Ontario has a lot going for it. In Toronto, First Gulf’s proposed East Harbour development is already in the planning phases and will be almost exactly what Amazon says it’s looking for. Waterloo Region is at the other end of the province’s tech corridor, and both Hamilton and Brampton could claim to be affordable in-between locations with easy-enough access to both Toronto and K-W.
That most of the likely contenders have the transit and airport access Amazon wants is also a plus. Canada’s low health-care costs, plus a dollar that’s trading around 80 U.S. cents, probably don’t hurt either.
Before everyone gets too excited, though, let’s all collectively take a breath and remember exactly what’s going on here: Ontario and its municipalities are being extorted. (So are municipalities outside the province, but they’re of less immediate concern to TVO.) Amazon is looking for hundreds of millions, if not billions, of dollars in handouts from local, state, and provincial governments — and that’s primarily what will inform their decision.
Ontario isn’t naive, nor is it new to this game. Last year the province handed $85 million over to Fiat Chrysler to ensure the Pacifica minivan would be built in Windsor, allegedly preserving the automaker’s 4,000 existing jobs there and creating 1,200 new ones. That was after political heat leading up to the 2014 election nixed the company’s initial request for up to $700 million.
It’s a useful to remember how much Fiat was asking for initially, and how little it eventually got: while large employers may claim they need incentives to locate in Ontario (Fiat’s Sergio Marchionne has complained that the Liberals have made the province “not what I would call the cheapest jurisdiction”), governments shouldn’t simply open the public purse and tell global corporations to help themselves.
Moreover, Ontario’s history with other big manufacturers, such as Bombardier, suggests we’re desperately trying to buy ourselves a seat under the Sword of Damocles: even if we do manage to bribe Amazon into coming here, before long we’ll also have to bribe them into staying.
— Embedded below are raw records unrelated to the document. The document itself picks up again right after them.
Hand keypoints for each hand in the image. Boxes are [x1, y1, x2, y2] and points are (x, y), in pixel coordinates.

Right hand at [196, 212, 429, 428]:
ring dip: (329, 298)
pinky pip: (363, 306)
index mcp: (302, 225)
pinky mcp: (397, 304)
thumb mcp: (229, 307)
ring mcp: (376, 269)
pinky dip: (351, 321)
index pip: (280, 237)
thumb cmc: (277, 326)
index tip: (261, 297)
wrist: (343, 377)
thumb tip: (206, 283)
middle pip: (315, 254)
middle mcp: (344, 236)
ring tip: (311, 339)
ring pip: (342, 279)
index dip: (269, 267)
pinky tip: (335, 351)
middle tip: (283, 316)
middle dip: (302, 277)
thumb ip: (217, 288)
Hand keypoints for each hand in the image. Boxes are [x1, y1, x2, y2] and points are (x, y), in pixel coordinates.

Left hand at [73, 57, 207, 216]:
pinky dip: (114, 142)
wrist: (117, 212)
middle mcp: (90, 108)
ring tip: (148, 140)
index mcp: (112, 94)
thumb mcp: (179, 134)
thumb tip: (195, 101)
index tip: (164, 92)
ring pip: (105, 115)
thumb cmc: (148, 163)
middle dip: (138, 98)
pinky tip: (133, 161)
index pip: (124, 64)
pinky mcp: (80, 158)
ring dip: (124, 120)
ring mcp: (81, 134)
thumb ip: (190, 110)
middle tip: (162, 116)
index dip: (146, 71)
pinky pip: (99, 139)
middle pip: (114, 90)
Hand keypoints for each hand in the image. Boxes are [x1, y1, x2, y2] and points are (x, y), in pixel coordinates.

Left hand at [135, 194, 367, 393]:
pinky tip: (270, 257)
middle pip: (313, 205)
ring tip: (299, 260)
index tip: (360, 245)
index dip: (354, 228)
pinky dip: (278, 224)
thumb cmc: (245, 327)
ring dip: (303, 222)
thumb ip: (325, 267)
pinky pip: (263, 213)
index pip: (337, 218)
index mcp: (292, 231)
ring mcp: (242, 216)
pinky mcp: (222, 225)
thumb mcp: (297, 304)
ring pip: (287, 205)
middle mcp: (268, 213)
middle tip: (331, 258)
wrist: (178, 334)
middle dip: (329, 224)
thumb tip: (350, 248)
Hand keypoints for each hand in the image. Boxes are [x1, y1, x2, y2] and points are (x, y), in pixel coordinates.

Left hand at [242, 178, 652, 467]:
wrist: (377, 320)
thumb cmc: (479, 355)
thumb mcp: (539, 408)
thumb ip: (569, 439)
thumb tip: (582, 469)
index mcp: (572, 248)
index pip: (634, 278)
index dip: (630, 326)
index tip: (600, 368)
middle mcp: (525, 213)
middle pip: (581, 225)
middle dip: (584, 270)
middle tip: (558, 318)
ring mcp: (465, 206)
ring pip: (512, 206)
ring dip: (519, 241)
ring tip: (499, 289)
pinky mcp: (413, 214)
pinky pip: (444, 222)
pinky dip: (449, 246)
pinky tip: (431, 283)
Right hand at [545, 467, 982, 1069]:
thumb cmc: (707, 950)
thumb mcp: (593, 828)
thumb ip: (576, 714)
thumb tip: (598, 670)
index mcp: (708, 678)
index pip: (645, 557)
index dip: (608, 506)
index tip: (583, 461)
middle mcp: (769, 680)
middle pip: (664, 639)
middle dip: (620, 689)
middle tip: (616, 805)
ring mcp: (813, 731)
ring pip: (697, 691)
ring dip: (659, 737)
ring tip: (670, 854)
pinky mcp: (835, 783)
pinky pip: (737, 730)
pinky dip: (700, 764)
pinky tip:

And Ontario is bidding against governments with much, much deeper pockets than it currently has. Having just barely achieved a balanced budget (and not even, if you ask the Auditor General or Financial Accountability Officer), is the government willing to come to the table with more money than its competitors? The governor of Wisconsin just lured Foxconn to that state with $3 billion in tax incentives for 3,000 initial jobs, and Wisconsin is hardly the state with the fattest wallet in the union.
Then there’s the political context to which Duguid alluded at the beginning: no U.S. company is in a hurry to locate production abroad, given the likelihood that it’ll wind up on the receiving end of a tirade from Donald Trump, whose tweets move markets. Trump has a special dislike for Amazon CEO Jeff Bezos, so who knows how that will affect the choice.
So: We probably can’t afford to play this game. Even if we could, we’d have little hope of winning. And even if we won, the prize might not be that great.
That’s not to say 50,000 jobs aren’t worth winning — but just because we want them doesn’t mean we should chase them at any cost. Public money ought to be precious. Every other day, the province crows about the success of the Toronto-Waterloo tech corridor, which now employs more than 200,000 people across thousands of firms. Ontario’s tech workers are hardly suffering the misfortunes unemployed coal miners, steelworkers, and foresters are — and it doesn’t seem as if the GTHA’s regional economy will need a massive injection of Amazonian largesse to keep it humming.
Jobs are good to have, and more jobs are better. But plenty of companies in this province manage to employ people without making billion-dollar ransom notes part of their business plan. Ideally Ontario would simply refuse to play along and let other governments impoverish themselves chasing this unicorn. But if that’s too much to ask, then at least let’s keep the damage in the millions, not billions.